(Beginning of Data provided)
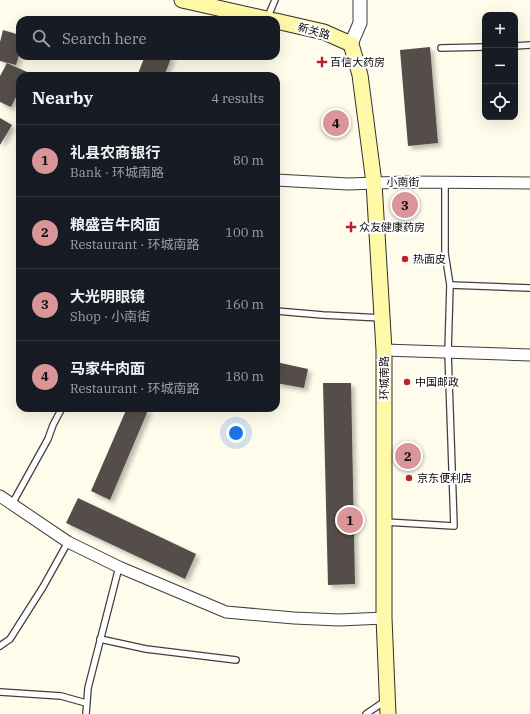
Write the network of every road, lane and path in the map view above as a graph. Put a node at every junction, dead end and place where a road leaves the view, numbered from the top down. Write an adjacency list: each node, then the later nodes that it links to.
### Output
1 (182, 0): 4 (main road, 新关路)
2 (275, 0): 5 (lane)
3 (360, 0): 7 (street)
4 (253, 16)
5 (272, 16)
6 (280, 22): 7 (main road, 新关路)
7 (351, 44): 14 (main road, 环城南路)
8 (530, 45): 9 (lane)
9 (518, 46)
10 (482, 47): 11 (lane)
11 (441, 48)
12 (280, 180): 14 (street, 小南街)
13 (445, 182): 14 (street, 小南街); 15 (street, 小南街); 16 (lane)
14 (374, 183): 19 (main road, 环城南路)
15 (530, 183)
16 (450, 285): 17 (lane); 21 (lane)
17 (530, 288)
18 (280, 311): 19 (lane)
19 (382, 318): 20 (main road, 环城南路)
20 (384, 350): 21 (street); 26 (main road, 环城南路)
21 (448, 352): 22 (street); 26 (lane)
22 (530, 355)
23 (60, 412): 25 (lane)
24 (0, 496): 25 (street)
25 (12, 504): 27 (street)
26 (384, 522): 29 (main road, 环城南路)
27 (68, 542): 28 (street); 31 (lane)
28 (119, 567): 29 (street); 30 (lane)
29 (384, 618): 35 (main road, 环城南路)
30 (100, 639): 32 (lane); 34 (lane)
31 (0, 646)
32 (236, 660)
33 (0, 692): 34 (lane)
34 (86, 703): 36 (lane)
35 (388, 707): 37 (lane)
36 (86, 714)
37 (366, 714)

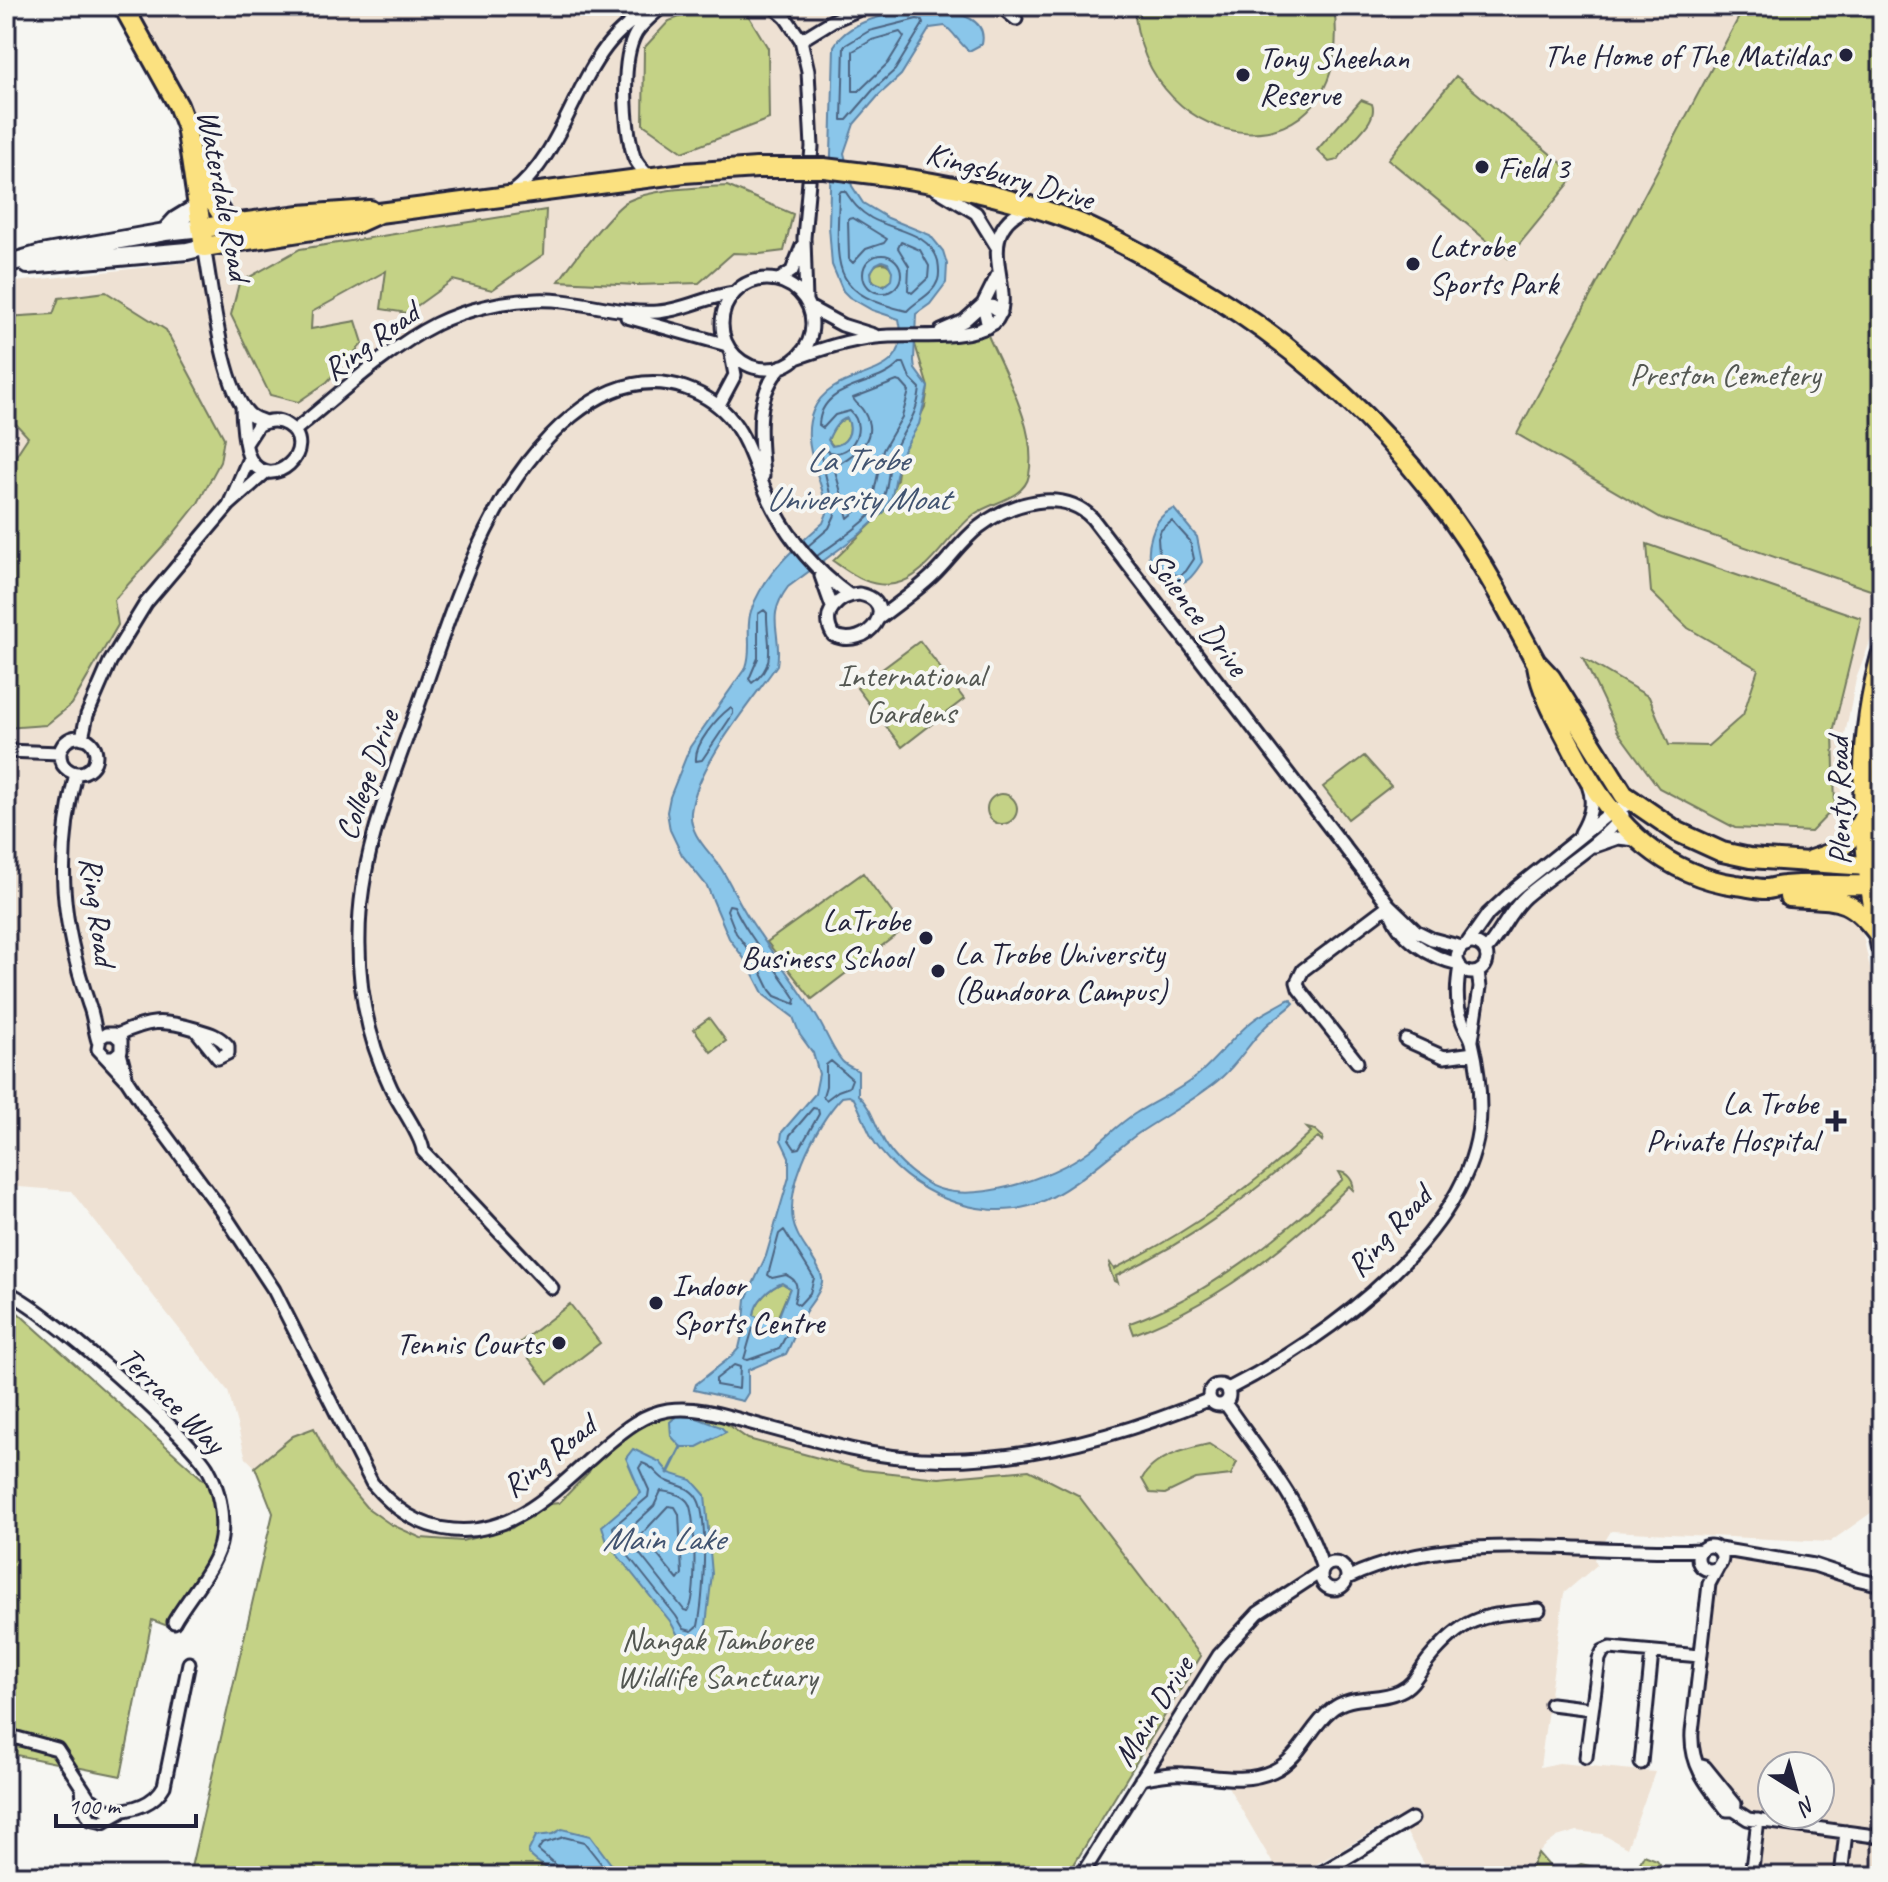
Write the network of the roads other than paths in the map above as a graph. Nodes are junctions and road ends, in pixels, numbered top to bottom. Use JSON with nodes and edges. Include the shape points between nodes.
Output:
(End of Data provided)
The task ->
The answer should contain all the material above, copied exactly, and no images.

Response to this task ->
Write the network of every road, lane and path in the map view above as a graph. Put a node at every junction, dead end and place where a road leaves the view, numbered from the top down. Write an adjacency list: each node, then the later nodes that it links to.
### Output
1 (182, 0): 4 (main road, 新关路)
2 (275, 0): 5 (lane)
3 (360, 0): 7 (street)
4 (253, 16)
5 (272, 16)
6 (280, 22): 7 (main road, 新关路)
7 (351, 44): 14 (main road, 环城南路)
8 (530, 45): 9 (lane)
9 (518, 46)
10 (482, 47): 11 (lane)
11 (441, 48)
12 (280, 180): 14 (street, 小南街)
13 (445, 182): 14 (street, 小南街); 15 (street, 小南街); 16 (lane)
14 (374, 183): 19 (main road, 环城南路)
15 (530, 183)
16 (450, 285): 17 (lane); 21 (lane)
17 (530, 288)
18 (280, 311): 19 (lane)
19 (382, 318): 20 (main road, 环城南路)
20 (384, 350): 21 (street); 26 (main road, 环城南路)
21 (448, 352): 22 (street); 26 (lane)
22 (530, 355)
23 (60, 412): 25 (lane)
24 (0, 496): 25 (street)
25 (12, 504): 27 (street)
26 (384, 522): 29 (main road, 环城南路)
27 (68, 542): 28 (street); 31 (lane)
28 (119, 567): 29 (street); 30 (lane)
29 (384, 618): 35 (main road, 环城南路)
30 (100, 639): 32 (lane); 34 (lane)
31 (0, 646)
32 (236, 660)
33 (0, 692): 34 (lane)
34 (86, 703): 36 (lane)
35 (388, 707): 37 (lane)
36 (86, 714)
37 (366, 714)

Write the network of the roads other than paths in the map above as a graph. Nodes are junctions and road ends, in pixels, numbered top to bottom. Use JSON with nodes and edges. Include the shape points between nodes.
Output:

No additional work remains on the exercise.